FactSet forecasts sales of $24.36 billion, EPS of $2.40, and a same-store sales increase of 0.3%.
Even with the anticipated changes, experts say there’s more to be desired.
“There’s got to be some value for why you’d go to a Macy’s,” said Stephen Beck, founder of cg42, a management consulting firm. “Historically it was quality and variety. Now you can get quality at a lot of different places and variety can be had at home at your fingertips.”
Instead, the retailer should be asking who they’re serving and why they would go to Macy’s.
“Until they answer those questions, I think you’ll continue to see them struggle,” Beck said.
Macy’s has also announced a new, smaller store format that will open in Dallas on Feb. 6. Market by Macy’s will cover 20,000 square feet offering items from specialty designers, local brands, an exclusive beauty brand, Getchell’s Apothecary and Herald, an in-store food and beverage outlet.
“The work for Macy’s today is to figure out how to bring the community aspect to their customers in a way that is not a mall flagship. How to translate the history and tradition to modern times,” said Shelly Socol, chief executive of One Rockwell, an e-commerce agency serving lifestyle brands.
Making deep cuts is also a good idea because it’ll allow the company to take a few necessary risks, according to Jonathan Treiber, chief executive of RevTrax, a platform that manages special offers and discounts.
“The bigger issue is whether Macy’s needs a rebrand and whether Macy’s will carry brand value for those marketplace participants, or will the Macy’s brand be a deterrent for upstart brands to want to get involved,” he said.
On the bright side, he notes that Macy’s isn’t weighed down by debt in the same way that a lot of troubled retailers are. Moody’s backs that up.

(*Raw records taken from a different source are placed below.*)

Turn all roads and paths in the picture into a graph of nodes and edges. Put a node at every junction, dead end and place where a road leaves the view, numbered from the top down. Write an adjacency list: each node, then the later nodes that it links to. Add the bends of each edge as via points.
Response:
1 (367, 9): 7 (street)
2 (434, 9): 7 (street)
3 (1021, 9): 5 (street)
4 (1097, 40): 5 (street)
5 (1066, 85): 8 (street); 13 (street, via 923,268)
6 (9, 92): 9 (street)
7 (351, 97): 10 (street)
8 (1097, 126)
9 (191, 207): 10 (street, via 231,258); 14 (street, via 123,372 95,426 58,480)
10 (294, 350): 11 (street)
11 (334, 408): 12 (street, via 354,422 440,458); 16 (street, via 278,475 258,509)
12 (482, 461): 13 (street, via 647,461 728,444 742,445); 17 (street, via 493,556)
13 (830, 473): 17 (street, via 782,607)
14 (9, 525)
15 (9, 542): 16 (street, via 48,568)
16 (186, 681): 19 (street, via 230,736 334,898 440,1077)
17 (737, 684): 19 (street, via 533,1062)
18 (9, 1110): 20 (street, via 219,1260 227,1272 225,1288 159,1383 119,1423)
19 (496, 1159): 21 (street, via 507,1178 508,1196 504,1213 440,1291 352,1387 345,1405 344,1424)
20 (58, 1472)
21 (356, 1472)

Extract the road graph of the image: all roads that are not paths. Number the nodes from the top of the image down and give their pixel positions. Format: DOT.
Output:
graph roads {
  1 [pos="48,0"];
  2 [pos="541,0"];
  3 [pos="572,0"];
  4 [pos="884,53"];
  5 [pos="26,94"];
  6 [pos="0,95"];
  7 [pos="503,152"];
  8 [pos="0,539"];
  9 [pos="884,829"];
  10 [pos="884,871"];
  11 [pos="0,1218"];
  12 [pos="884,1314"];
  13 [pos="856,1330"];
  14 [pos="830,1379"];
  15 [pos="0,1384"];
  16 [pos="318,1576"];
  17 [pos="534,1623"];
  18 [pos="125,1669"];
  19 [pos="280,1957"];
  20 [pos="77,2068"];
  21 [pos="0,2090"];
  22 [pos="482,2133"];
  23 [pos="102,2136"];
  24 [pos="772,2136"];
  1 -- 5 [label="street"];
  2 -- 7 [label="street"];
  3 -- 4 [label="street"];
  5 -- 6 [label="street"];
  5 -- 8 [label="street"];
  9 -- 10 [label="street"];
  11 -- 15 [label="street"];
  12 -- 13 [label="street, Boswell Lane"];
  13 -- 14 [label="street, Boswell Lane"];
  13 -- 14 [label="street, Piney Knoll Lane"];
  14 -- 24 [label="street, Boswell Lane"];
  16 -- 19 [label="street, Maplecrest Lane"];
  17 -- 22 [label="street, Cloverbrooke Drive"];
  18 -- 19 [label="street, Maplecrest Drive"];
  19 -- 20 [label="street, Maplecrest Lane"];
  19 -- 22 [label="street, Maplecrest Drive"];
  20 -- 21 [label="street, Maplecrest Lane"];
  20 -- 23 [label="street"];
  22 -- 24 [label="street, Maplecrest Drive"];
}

“Macy’s has continued to pursue a conservative financial policy by reducing debt by in excess of $2.7 billion in the past three years, which has provided support to its credit profile in the face of weakening operating performance,” Moody’s Boni said in a Wednesday morning comment.
Macy’s stock rose 6% in Wednesday trading, but has tumbled more than 31% over the past year. The ProShares Decline of the Retail Store ETF EMTY, -2.85% is up 2.1% for the past 12 months, and the S&P 500 index SPX, +1.13% has gained 22% over the past year.